- Work order -
A verbatim transcript of the data that follows, free of images, is the expected result.

[[ Provided records, beginning ]]

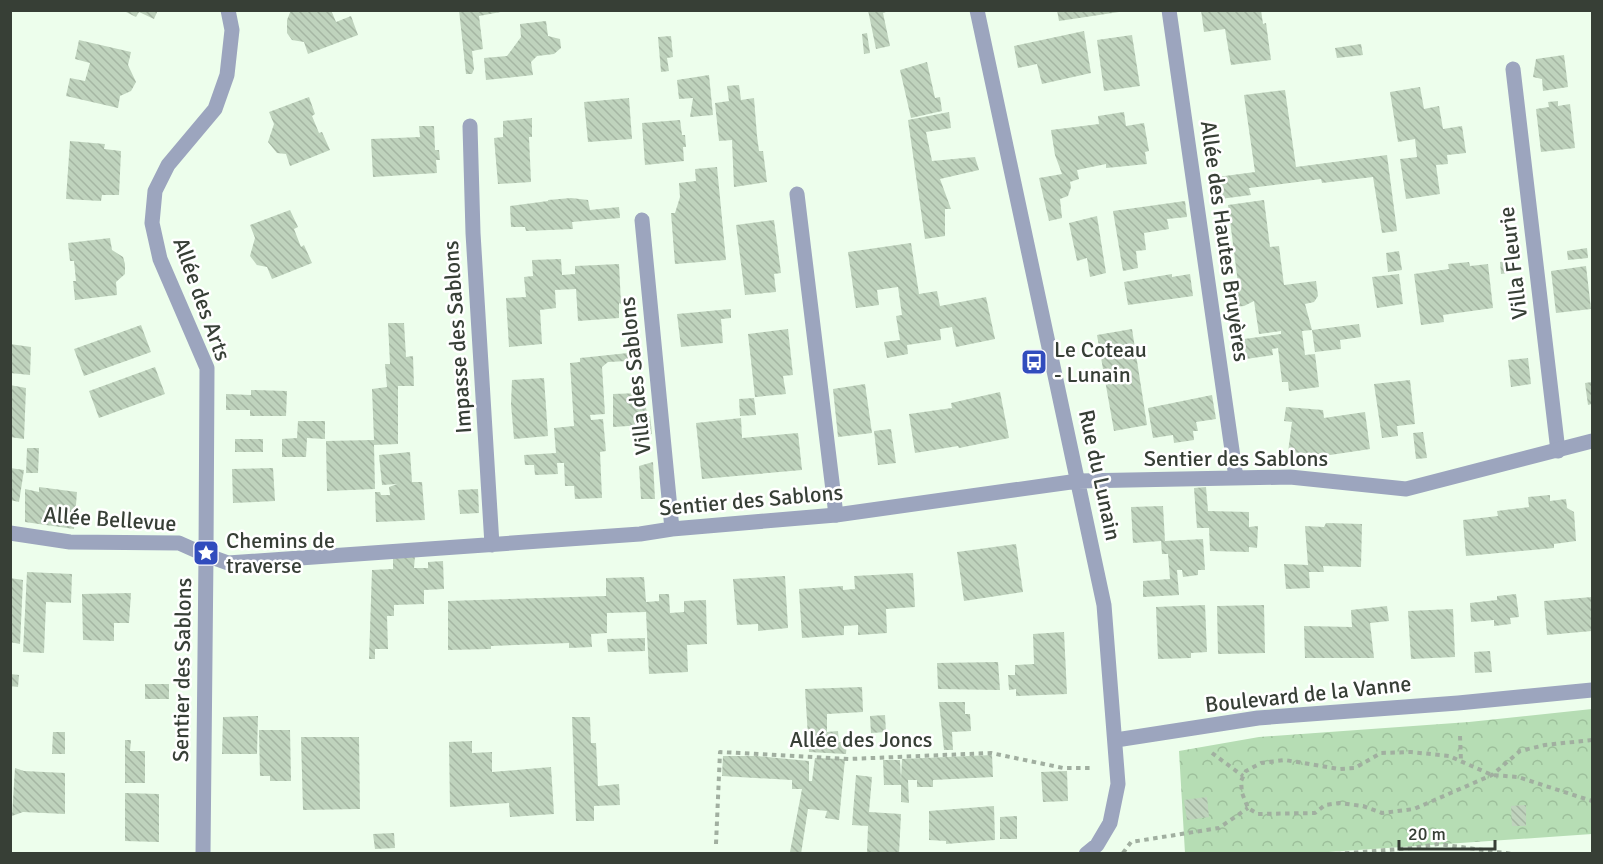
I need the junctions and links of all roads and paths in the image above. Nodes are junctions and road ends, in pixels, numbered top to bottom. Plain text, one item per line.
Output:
1 (228, 10) edge
2 (978, 10) edge
3 (1169, 10) edge
4 (1513, 69) dead end
5 (470, 126) dead end
6 (797, 194) dead end
7 (642, 220) dead end
8 (1593, 441) edge
9 (1558, 451) junction
10 (1236, 478) junction
11 (1078, 481) junction
12 (836, 515) junction
13 (672, 528) junction
14 (10, 533) edge
15 (492, 545) junction
16 (206, 555) junction
17 (1593, 690) edge
18 (1460, 736) dead end
19 (1116, 740) junction
20 (1593, 740) edge
21 (1212, 753) dead end
22 (1461, 761) junction
23 (1091, 768) dead end
24 (1492, 775) junction
25 (1243, 776) junction
26 (1593, 801) edge
27 (1248, 808) junction
28 (716, 844) dead end
29 (1125, 850) dead end
30 (202, 854) edge
31 (1086, 854) edge
32 (1336, 854) edge
33 (1513, 854) edge

1 - 16 street, Allée des Arts
2 - 11 street, Rue du Lunain
3 - 10 street, Allée des Hautes Bruyères
4 - 9 street, Villa Fleurie
5 - 15 street, Impasse des Sablons
6 - 12 street
7 - 13 street, Villa des Sablons
8 - 9 street, Sentier des Sablons
9 - 10 street, Sentier des Sablons
10 - 11 street, Sentier des Sablons
11 - 12 street, Sentier des Sablons
11 - 19 street, Rue du Lunain
12 - 13 street, Sentier des Sablons
13 - 15 street, Sentier des Sablons
14 - 16 street, Allée Bellevue
15 - 16 street, Sentier des Sablons
16 - 30 street, Sentier des Sablons
17 - 19 street, Boulevard de la Vanne
18 - 22 path
19 - 31 street
20 - 24 path
21 - 25 path
22 - 24 path
22 - 25 path
23 - 28 path, Allée des Joncs
24 - 26 path
24 - 27 path
25 - 27 path
27 - 29 path
32 - 33 path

[[ Provided records, end ]]

- Exercise answer -
I need the junctions and links of all roads and paths in the image above. Nodes are junctions and road ends, in pixels, numbered top to bottom. Plain text, one item per line.
Output:
1 (228, 10) edge
2 (978, 10) edge
3 (1169, 10) edge
4 (1513, 69) dead end
5 (470, 126) dead end
6 (797, 194) dead end
7 (642, 220) dead end
8 (1593, 441) edge
9 (1558, 451) junction
10 (1236, 478) junction
11 (1078, 481) junction
12 (836, 515) junction
13 (672, 528) junction
14 (10, 533) edge
15 (492, 545) junction
16 (206, 555) junction
17 (1593, 690) edge
18 (1460, 736) dead end
19 (1116, 740) junction
20 (1593, 740) edge
21 (1212, 753) dead end
22 (1461, 761) junction
23 (1091, 768) dead end
24 (1492, 775) junction
25 (1243, 776) junction
26 (1593, 801) edge
27 (1248, 808) junction
28 (716, 844) dead end
29 (1125, 850) dead end
30 (202, 854) edge
31 (1086, 854) edge
32 (1336, 854) edge
33 (1513, 854) edge

1 - 16 street, Allée des Arts
2 - 11 street, Rue du Lunain
3 - 10 street, Allée des Hautes Bruyères
4 - 9 street, Villa Fleurie
5 - 15 street, Impasse des Sablons
6 - 12 street
7 - 13 street, Villa des Sablons
8 - 9 street, Sentier des Sablons
9 - 10 street, Sentier des Sablons
10 - 11 street, Sentier des Sablons
11 - 12 street, Sentier des Sablons
11 - 19 street, Rue du Lunain
12 - 13 street, Sentier des Sablons
13 - 15 street, Sentier des Sablons
14 - 16 street, Allée Bellevue
15 - 16 street, Sentier des Sablons
16 - 30 street, Sentier des Sablons
17 - 19 street, Boulevard de la Vanne
18 - 22 path
19 - 31 street
20 - 24 path
21 - 25 path
22 - 24 path
22 - 25 path
23 - 28 path, Allée des Joncs
24 - 26 path
24 - 27 path
25 - 27 path
27 - 29 path
32 - 33 path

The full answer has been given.